We believe this represents one of the most investable opportunities of our time.

Water is the silent enabler behind every pillar of development:

  • Agriculture cannot scale without irrigation.
  • Industry cannot operate without cooling and processing systems.
  • Cities cannot grow without clean, piped water and effective sanitation.
  • Health systems cannot function without hygiene infrastructure.
  • Education suffers when girls and children walk miles each day to fetch water.


Despite its importance, water infrastructure remains vastly underfunded, in part because it doesn’t always generate immediate returns or headlines. But that is where GIG sees strategic upside.

We are focused on:

  • Scalable water storage and treatment systems—from municipal to micro-grid level;
  • Decentralized purification technologies for rural and peri-urban communities;
  • Wastewater recycling and circular water systems for industrial zones and cities;
  • Digitized water networks that reduce loss, monitor usage, and create intelligent pricing models;
  • Climate-resilient infrastructure that ensures supply under drought and flood conditions;
  • Water-as-a-service models that shift capex burdens and create stable, recurring revenue.


The challenge is not one of scarcity, but of coordination, capital, and political will.

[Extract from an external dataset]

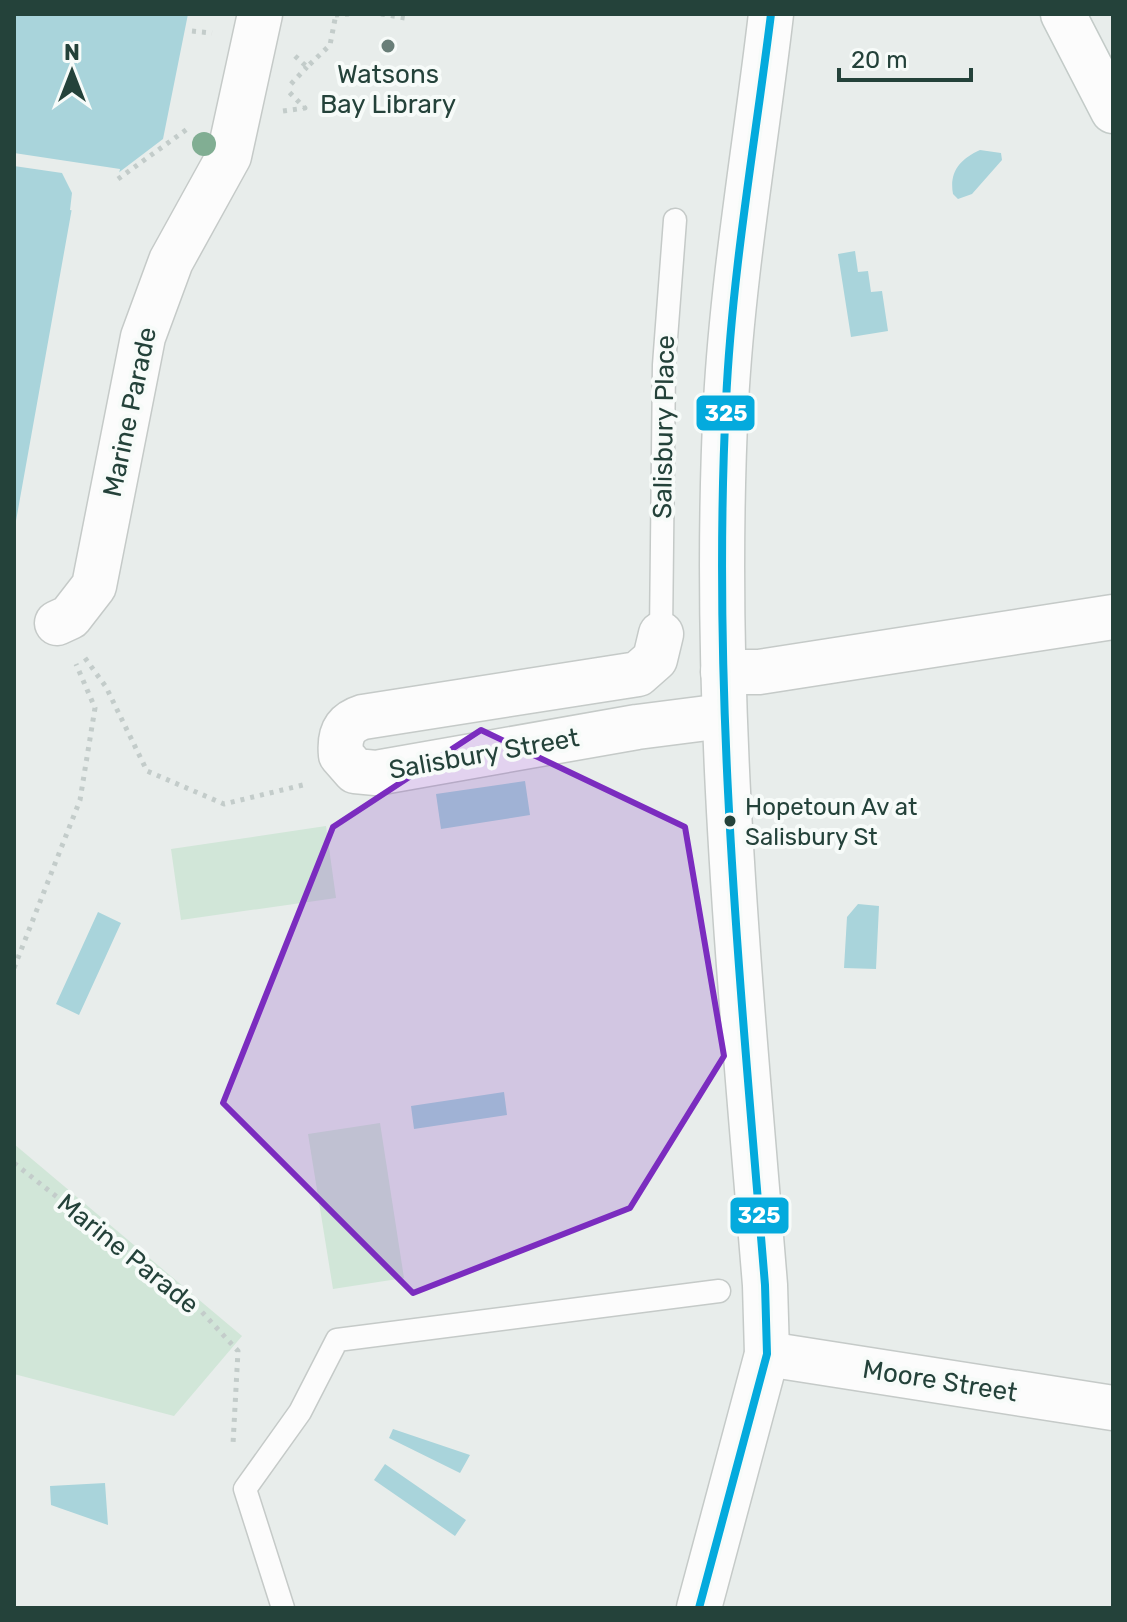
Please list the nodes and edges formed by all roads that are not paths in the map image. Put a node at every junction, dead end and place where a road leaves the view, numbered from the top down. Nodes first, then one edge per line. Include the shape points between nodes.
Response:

Our view is simple: water should be treated as essential infrastructure, priced responsibly, and built for generational durability. The payoff is not just economic—it is deeply societal.

We are especially interested in building water infrastructure that feeds productivity—enabling agriculture, powering industry, and anchoring entire communities. We believe in platforms, not one-off wells; in aquifers and reservoirs, not just boreholes; in policy reform, not just pipes.


Much like energy, water access is strongly correlated with economic development. And just as we aim to push humanity toward higher energy consumption levels on the Kardashev scale, we believe Africa must accelerate toward a future of full water sovereignty—where every nation can independently provide its people and industries with the water they need to flourish.

GIG invests in water because water is not only life—it is leverage.